# Exported photo not looking like the Develop module photo (but like Library preview).



## Slaytanic (Mar 16, 2013)

I'm trying Lightroom 4.3 on my MacBook Pro and I find it very useful for managing and correcting my photos, but I'm having a big problem that is driving me crazy: I've corrected a bunch of photos and I noticed on some of them that what I see in Develop module is really different from what is exported: the photo I export in Jpeg (quality 100% and sRGB) looks like if it has a lot more clarity applied and it looks the same in Library module.. I think that library module preview can be little different from what I see in Develop module (to spare system resources in building the preview), but the exported photo should definitely match what I'm seeing in Develop module, otherwise it is a nightmare to correctly develop a photo (you modify it in Develop module until you like it, then you switch to Library module and see a totally different photo that is what Lightroom exports).
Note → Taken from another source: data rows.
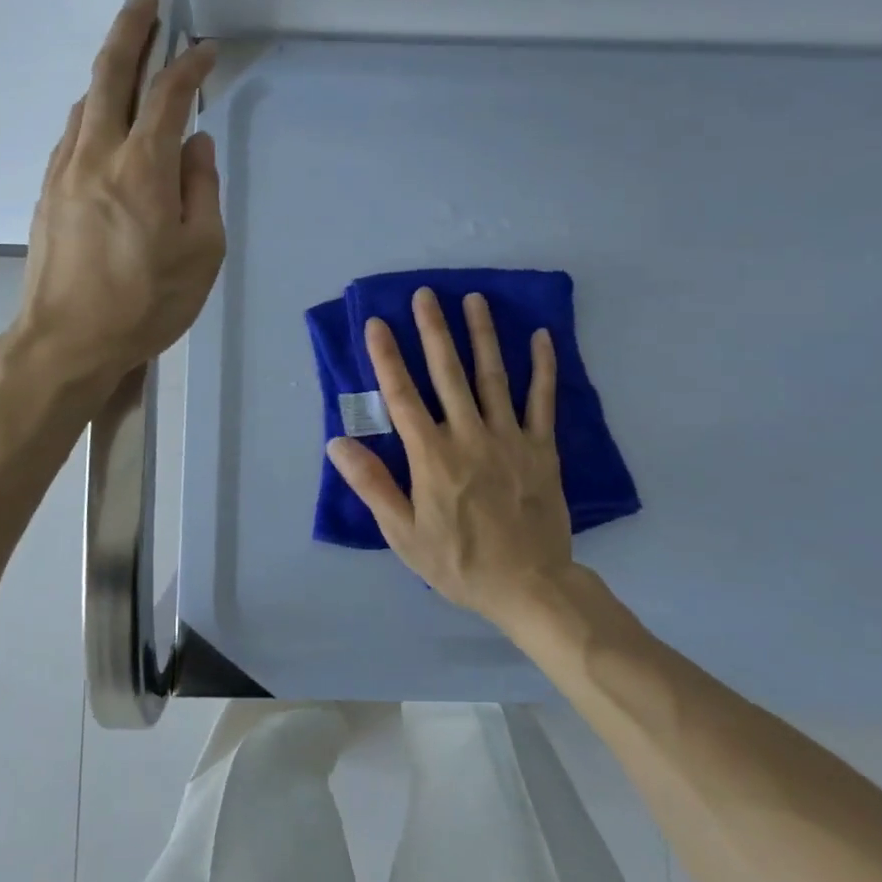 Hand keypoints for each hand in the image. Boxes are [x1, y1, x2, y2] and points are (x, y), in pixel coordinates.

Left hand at [14, 0, 225, 383]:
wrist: (66, 341)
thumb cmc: (146, 303)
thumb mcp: (202, 254)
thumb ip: (203, 191)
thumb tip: (197, 145)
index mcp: (143, 168)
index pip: (169, 96)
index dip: (190, 65)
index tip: (207, 49)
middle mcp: (98, 154)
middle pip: (111, 73)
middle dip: (131, 28)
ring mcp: (65, 170)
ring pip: (88, 101)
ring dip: (109, 68)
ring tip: (130, 53)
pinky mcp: (48, 190)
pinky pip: (74, 133)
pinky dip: (94, 109)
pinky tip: (105, 116)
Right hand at [326, 289, 573, 625]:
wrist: (530, 587)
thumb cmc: (458, 562)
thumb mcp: (403, 533)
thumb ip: (372, 484)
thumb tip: (338, 442)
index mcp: (432, 456)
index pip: (402, 396)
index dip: (387, 357)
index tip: (377, 323)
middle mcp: (468, 435)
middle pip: (447, 373)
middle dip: (434, 331)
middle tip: (425, 295)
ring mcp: (509, 438)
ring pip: (492, 376)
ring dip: (482, 335)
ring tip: (474, 299)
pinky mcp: (542, 448)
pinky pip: (542, 400)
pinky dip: (543, 367)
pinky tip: (541, 336)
Can you give me any hint? The colorspace setting in my camera is sRGB, so I think it is not a problem related to it.

Develop Crop (the one I like to export):



Library Crop (what is then exported):


I'm sorry for the small crop, but I should ask for permission to the lady to publish her entire photo 

Thank you for any help, have a nice weekend!


----------



## Victoria Bampton (Mar 16, 2013)

Hi Slaytanic, welcome to the forum!

That looks like you've got some really really heavy noise reduction and/or negative clarity applied?  I think what you're seeing is a difference in the resizing - if you zoom into 1:1 they should be almost identical.  Smaller (i.e. fit) views aren't completely accurate, and when extreme settings are applied, Library's often more reliable because of the way the preview resizing's done.


----------



## Slaytanic (Mar 16, 2013)

Victoria Bampton said:


> Hi Slaytanic, welcome to the forum!
> 
> That looks like you've got some really really heavy noise reduction and/or negative clarity applied?  I think what you're seeing is a difference in the resizing - if you zoom into 1:1 they should be almost identical.  Smaller (i.e. fit) views aren't completely accurate, and when extreme settings are applied, Library's often more reliable because of the way the preview resizing's done.
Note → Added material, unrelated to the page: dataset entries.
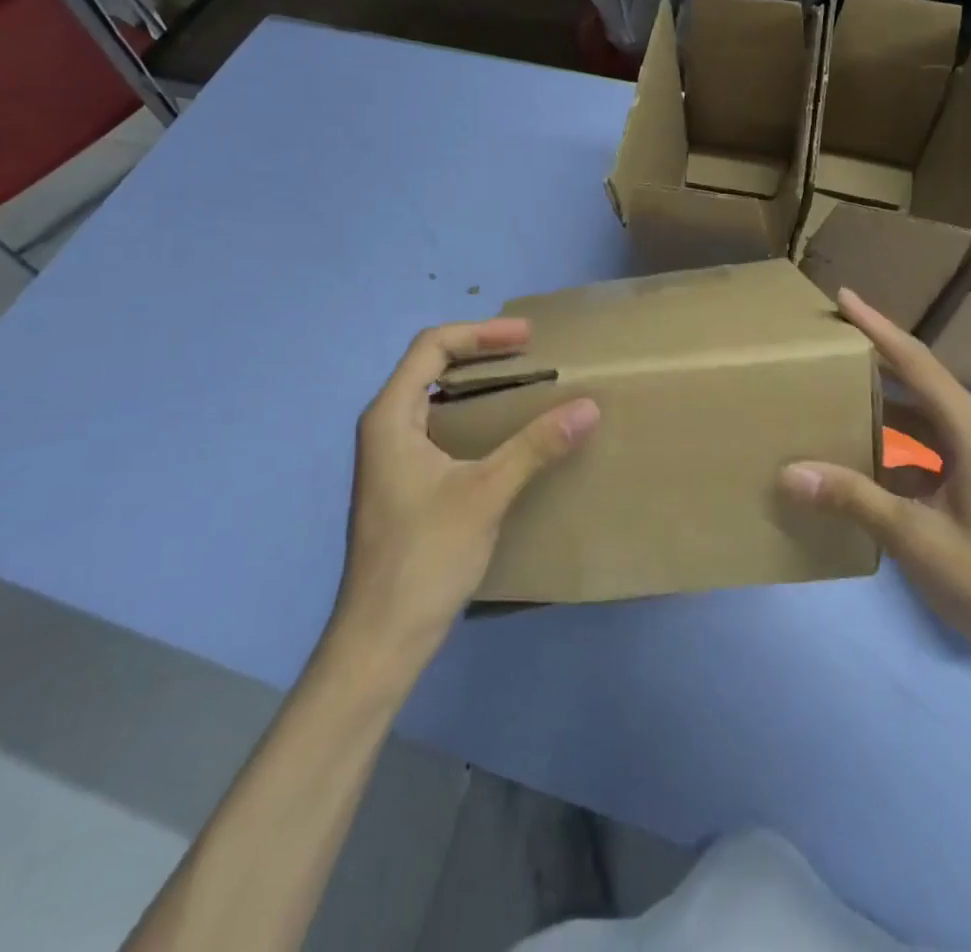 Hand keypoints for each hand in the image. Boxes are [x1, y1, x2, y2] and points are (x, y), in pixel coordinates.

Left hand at [334, 319, 599, 661]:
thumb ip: (535, 446)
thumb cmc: (425, 556)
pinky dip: (475, 418)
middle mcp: (386, 427)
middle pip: (431, 367)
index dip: (480, 332)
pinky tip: (506, 435)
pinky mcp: (406, 484)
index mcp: (390, 416)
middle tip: (531, 354)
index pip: (432, 347)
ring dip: (479, 386)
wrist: (381, 639)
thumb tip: (589, 407)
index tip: (527, 337)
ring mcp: (393, 458)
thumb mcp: (485, 493)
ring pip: (436, 400)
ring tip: (525, 385)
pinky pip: (441, 430)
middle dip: (482, 353)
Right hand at [780, 290, 970, 679]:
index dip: (877, 327)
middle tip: (827, 340)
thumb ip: (854, 498)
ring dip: (882, 402)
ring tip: (832, 389)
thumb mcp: (918, 538)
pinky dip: (892, 441)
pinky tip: (858, 452)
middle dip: (875, 357)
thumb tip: (790, 471)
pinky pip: (926, 445)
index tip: (843, 297)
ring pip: (922, 415)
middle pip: (919, 380)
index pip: (916, 363)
Thank you very much Lightroom Queen  Yes, you're right, I've applied some extreme settings in this photo, to achieve a particular effect. In fact, I've noticed this weird behavior only in this photo (some other showed small difference between Develop and Library modules):



BTW, I think this is really a great tool for managing photos, I'm sure I'll buy it as soon as the trial period ends


----------



## Victoria Bampton (Mar 17, 2013)

Yep, that'll do it!  Develop fit view renders the information on-the-fly, whereas Library creates a rendered JPEG preview and downsizes that, which is why it tends to be more reliable with extreme settings.


----------